### REQUIREMENT:
The full set of entries should be repeated without a single change.

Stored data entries
****************************************

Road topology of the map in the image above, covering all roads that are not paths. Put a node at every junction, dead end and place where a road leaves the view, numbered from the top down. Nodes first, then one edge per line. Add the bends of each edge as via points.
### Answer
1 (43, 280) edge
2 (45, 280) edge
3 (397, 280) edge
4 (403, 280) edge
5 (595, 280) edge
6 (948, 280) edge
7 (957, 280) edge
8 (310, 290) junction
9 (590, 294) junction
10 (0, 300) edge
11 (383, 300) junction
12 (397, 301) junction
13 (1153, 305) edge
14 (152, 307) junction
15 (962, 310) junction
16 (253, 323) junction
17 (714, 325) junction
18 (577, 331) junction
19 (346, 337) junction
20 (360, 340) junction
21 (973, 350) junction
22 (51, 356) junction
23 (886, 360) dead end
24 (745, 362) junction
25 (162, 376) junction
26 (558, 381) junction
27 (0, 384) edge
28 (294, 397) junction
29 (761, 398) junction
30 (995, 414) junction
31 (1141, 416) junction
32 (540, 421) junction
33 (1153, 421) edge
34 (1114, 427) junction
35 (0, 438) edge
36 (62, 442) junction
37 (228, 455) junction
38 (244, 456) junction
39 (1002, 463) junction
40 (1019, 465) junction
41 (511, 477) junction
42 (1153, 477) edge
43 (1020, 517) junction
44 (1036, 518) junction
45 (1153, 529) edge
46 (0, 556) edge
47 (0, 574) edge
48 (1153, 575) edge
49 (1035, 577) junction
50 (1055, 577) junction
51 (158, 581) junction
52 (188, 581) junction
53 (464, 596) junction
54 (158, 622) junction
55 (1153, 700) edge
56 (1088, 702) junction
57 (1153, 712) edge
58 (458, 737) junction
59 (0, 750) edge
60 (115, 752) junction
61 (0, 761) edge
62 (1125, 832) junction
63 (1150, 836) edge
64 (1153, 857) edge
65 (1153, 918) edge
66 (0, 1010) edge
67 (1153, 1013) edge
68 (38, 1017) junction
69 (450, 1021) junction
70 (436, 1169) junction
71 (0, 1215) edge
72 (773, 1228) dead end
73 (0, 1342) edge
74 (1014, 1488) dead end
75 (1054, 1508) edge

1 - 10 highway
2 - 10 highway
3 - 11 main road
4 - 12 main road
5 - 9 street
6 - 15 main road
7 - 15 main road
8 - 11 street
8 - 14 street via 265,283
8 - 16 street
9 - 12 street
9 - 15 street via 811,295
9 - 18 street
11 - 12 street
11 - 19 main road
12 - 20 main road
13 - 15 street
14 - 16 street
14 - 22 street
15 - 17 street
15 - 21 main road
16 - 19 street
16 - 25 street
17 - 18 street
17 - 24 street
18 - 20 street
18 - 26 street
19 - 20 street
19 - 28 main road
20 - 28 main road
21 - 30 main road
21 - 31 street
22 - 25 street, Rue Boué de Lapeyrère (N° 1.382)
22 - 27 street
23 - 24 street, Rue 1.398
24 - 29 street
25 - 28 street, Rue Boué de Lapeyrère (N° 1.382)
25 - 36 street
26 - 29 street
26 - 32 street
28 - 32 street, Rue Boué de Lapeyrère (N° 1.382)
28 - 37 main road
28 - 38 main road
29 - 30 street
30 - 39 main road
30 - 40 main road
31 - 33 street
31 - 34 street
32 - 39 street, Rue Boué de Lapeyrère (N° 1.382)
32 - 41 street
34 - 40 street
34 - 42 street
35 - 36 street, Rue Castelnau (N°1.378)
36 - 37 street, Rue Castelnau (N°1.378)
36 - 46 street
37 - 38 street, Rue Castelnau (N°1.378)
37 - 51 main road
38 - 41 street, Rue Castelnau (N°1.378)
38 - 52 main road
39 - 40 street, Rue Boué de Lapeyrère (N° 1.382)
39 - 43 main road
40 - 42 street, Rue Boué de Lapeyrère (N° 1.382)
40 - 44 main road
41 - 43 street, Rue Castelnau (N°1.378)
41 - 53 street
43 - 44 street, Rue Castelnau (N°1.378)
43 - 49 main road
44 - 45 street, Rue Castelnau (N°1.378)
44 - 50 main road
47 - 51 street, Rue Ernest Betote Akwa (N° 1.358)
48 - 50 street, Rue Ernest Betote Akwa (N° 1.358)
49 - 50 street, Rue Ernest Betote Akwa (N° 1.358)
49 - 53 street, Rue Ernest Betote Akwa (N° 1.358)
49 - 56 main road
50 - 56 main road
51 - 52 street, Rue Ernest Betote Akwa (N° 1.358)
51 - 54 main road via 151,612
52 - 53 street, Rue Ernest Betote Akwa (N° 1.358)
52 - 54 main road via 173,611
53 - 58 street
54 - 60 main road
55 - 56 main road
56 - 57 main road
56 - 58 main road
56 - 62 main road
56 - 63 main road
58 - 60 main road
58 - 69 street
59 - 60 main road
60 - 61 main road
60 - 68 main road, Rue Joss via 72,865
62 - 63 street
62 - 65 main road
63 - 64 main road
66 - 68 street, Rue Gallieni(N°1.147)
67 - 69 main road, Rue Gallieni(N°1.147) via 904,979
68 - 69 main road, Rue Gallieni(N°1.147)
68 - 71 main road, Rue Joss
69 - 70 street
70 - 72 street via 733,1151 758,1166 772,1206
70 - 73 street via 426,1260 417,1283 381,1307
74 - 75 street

****************************************

### SOLUTION TO THIS PROBLEM:
Road topology of the map in the image above, covering all roads that are not paths. Put a node at every junction, dead end and place where a road leaves the view, numbered from the top down. Nodes first, then one edge per line. Add the bends of each edge as via points.
### Answer
1 (43, 280) edge
2 (45, 280) edge
3 (397, 280) edge
4 (403, 280) edge
5 (595, 280) edge
6 (948, 280) edge
7 (957, 280) edge
8 (310, 290) junction
9 (590, 294) junction
10 (0, 300) edge
11 (383, 300) junction
12 (397, 301) junction
13 (1153, 305) edge
14 (152, 307) junction
15 (962, 310) junction
16 (253, 323) junction
17 (714, 325) junction
18 (577, 331) junction
19 (346, 337) junction
20 (360, 340) junction
21 (973, 350) junction
22 (51, 356) junction
23 (886, 360) dead end
24 (745, 362) junction
25 (162, 376) junction
26 (558, 381) junction
27 (0, 384) edge
28 (294, 397) junction
29 (761, 398) junction
30 (995, 414) junction
31 (1141, 416) junction
32 (540, 421) junction
33 (1153, 421) edge
34 (1114, 427) junction
35 (0, 438) edge
36 (62, 442) junction
37 (228, 455) junction
38 (244, 456) junction
39 (1002, 463) junction
40 (1019, 465) junction
41 (511, 477) junction
42 (1153, 477) edge
43 (1020, 517) junction
44 (1036, 518) junction
45 (1153, 529) edge
46 (0, 556) edge
47 (0, 574) edge
48 (1153, 575) edge
49 (1035, 577) junction
50 (1055, 577) junction
51 (158, 581) junction
52 (188, 581) junction
53 (464, 596) junction
54 (158, 622) junction
55 (1153, 700) edge
56 (1088, 702) junction
57 (1153, 712) edge
58 (458, 737) junction
59 (0, 750) edge
60 (115, 752) junction
61 (0, 761) edge
62 (1125, 832) junction
63 (1150, 836) edge
64 (1153, 857) edge
65 (1153, 918) edge
66 (0, 1010) edge
67 (1153, 1013) edge
68 (38, 1017) junction
69 (450, 1021) junction
70 (436, 1169) junction
71 (0, 1215) edge
72 (773, 1228) dead end
73 (0, 1342) edge
74 (1014, 1488) dead end
75 (1054, 1508) edge

1 - 10 highway
2 - 10 highway
3 - 11 main road
4 - 12 main road
5 - 9 street
6 - 15 main road
7 - 15 main road
8 - 11 street
8 - 14 street via 265,283
8 - 16 street
9 - 12 street
9 - 15 street via 811,295
9 - 18 street
11 - 12 street
11 - 19 main road
12 - 20 main road
13 - 15 street
14 - 16 street
14 - 22 street
15 - 17 street
15 - 21 main road
16 - 19 street
16 - 25 street
17 - 18 street
17 - 24 street
18 - 20 street
18 - 26 street
19 - 20 street
19 - 28 main road
20 - 28 main road
21 - 30 main road
21 - 31 street
22 - 25 street, Rue Boué de Lapeyrère (N° 1.382)
22 - 27 street
23 - 24 street, Rue 1.398
24 - 29 street
25 - 28 street, Rue Boué de Lapeyrère (N° 1.382)
25 - 36 street
26 - 29 street
26 - 32 street
28 - 32 street, Rue Boué de Lapeyrère (N° 1.382)
28 - 37 main road
28 - 38 main road
29 - 30 street
30 - 39 main road
30 - 40 main road
31 - 33 street
31 - 34 street
32 - 39 street, Rue Boué de Lapeyrère (N° 1.382)
32 - 41 street
34 - 40 street
34 - 42 street
35 - 36 street, Rue Castelnau (N°1.378)
36 - 37 street, Rue Castelnau (N°1.378)
36 - 46 street
37 - 38 street, Rue Castelnau (N°1.378)
37 - 51 main road
38 - 41 street, Rue Castelnau (N°1.378)
38 - 52 main road
39 - 40 street, Rue Boué de Lapeyrère (N° 1.382)
39 - 43 main road
40 - 42 street, Rue Boué de Lapeyrère (N° 1.382)
40 - 44 main road
41 - 43 street, Rue Castelnau (N°1.378)
41 - 53 street
43 - 44 street, Rue Castelnau (N°1.378)
43 - 49 main road
44 - 45 street, Rue Castelnau (N°1.378)
44 - 50 main road
47 - 51 street, Rue Ernest Betote Akwa (N° 1.358)
48 - 50 street, Rue Ernest Betote Akwa (N° 1.358)
49 - 50 street, Rue Ernest Betote Akwa (N° 1.358)
49 - 53 street, Rue Ernest Betote Akwa (N° 1.358)
49 - 56 main road
50 - 56 main road
51 - 52 street, Rue Ernest Betote Akwa (N° 1.358)
51 - 54 main road via 151,612
52 - 53 street, Rue Ernest Betote Akwa (N° 1.358)
52 - 54 main road via 173,611
53 - 58 street
54 - 60 main road
55 - 56 main road
56 - 57 main road
56 - 58 main road
56 - 62 main road
56 - 63 main road
58 - 60 main road
58 - 69 street
59 - 60 main road
60 - 61 main road
60 - 68 main road, Rue Joss via 72,865
62 - 63 street
62 - 65 main road
63 - 64 main road
66 - 68 street, Rue Gallieni(N°1.147)
67 - 69 main road, Rue Gallieni(N°1.147) via 904,979
68 - 69 main road, Rue Gallieni(N°1.147)
68 - 71 main road, Rue Joss
69 - 70 street
70 - 72 street via 733,1151 758,1166 772,1206
70 - 73 street via 426,1260 417,1283 381,1307
74 - 75 street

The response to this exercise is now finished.